I have addressed most if not all things you mentioned in this issue. I put the figures like you wanted in ms and supp. You can review the result section again now at your convenience.

Please excuse the placement and quality of the existing figures. Will fix later. (I don't know what the command is to put all figures at the end of the document, so now they are floating however they like :'))) ) Also please ignore the old table in the supp. I am still figuring out code to transform my tibble output. Will update later.

Right now the supp document has no order... I am just parking things randomly.

Provenance latitude (x-axis) plots should go in main text; I think the prov lat diff and earth spherical can definitely go in the supp as figures (likely we can skip the tables) Let's park the GDD (spring only) results in the supp for now and please start a new issue on them so we can decide what to do. Put climate overlap in the main text for now Definitely put the histograms shown above in the supp; they are important.

Which figures/results did I miss?

Not much, I think you forgot to mention MAT plots, which I am including in the ms for now together with the LAT~doy plot. There are also the histograms about spp type and continent that you didn't mention, I put them in the ms as well.

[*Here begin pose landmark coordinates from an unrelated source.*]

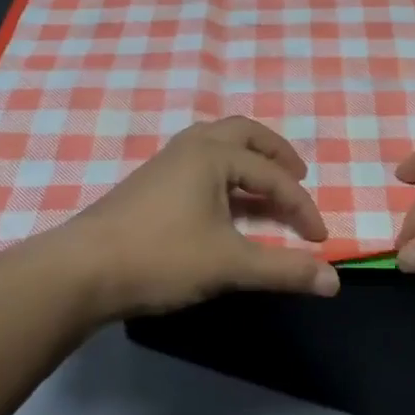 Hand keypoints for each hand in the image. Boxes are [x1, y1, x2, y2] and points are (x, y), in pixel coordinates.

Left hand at [46, 117, 339, 321]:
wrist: (80, 271)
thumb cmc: (160, 258)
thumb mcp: (229, 265)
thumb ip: (283, 270)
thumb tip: (334, 281)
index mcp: (213, 155)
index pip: (273, 177)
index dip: (301, 208)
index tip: (319, 240)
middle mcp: (190, 147)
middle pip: (244, 133)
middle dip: (276, 154)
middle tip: (298, 177)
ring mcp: (165, 162)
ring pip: (217, 144)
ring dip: (248, 159)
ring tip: (265, 185)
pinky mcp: (149, 182)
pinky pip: (199, 161)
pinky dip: (225, 172)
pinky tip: (223, 202) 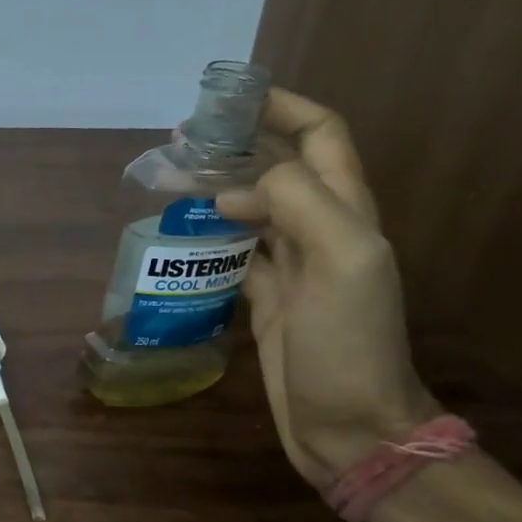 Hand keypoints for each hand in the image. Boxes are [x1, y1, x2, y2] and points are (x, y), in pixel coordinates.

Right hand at [217, 90, 437, 487]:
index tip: (231, 97)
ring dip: (217, 185)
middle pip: (280, 165)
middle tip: (184, 138)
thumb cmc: (350, 341)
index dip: (283, 107)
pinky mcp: (264, 296)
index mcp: (346, 211)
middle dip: (238, 142)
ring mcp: (291, 265)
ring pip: (253, 206)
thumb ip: (299, 203)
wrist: (349, 424)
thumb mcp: (342, 260)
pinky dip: (208, 231)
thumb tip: (237, 189)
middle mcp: (320, 229)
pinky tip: (179, 231)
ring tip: (171, 178)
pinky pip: (233, 249)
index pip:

Let me know what you think~ Thank you.

alinazeng commented 1 year ago

@lizzieinvancouver By the way, I just had another question: since we are now displaying results that are for unique spp x garden instead of just unique spp, how would that affect our plots? As a reminder, our old plots (scroll up for the scatter plots with fitted lines) were colored by different gardens and shaped by different species. Since now we fit our models based on each spp x garden, do we just need to use either color or shape to distinguish between each combination, instead of having to use both? I hope my question makes sense.

lizzieinvancouver commented 1 year ago

@alinazeng Great question! I thought about this a little and I think best to keep what we have. It is nice to have the model match the figures, but we also want to balance visualizing the data in ways readers want to see ... they will want to easily pick out different species and different gardens. So we do that, and our plots are pretty close to how we model the data in the end.

While discussing plots though, we should have the colors differentiate by continent (all Europe first, then all North America or vice versa and then write in the caption a-j are Europe and j-X are North America).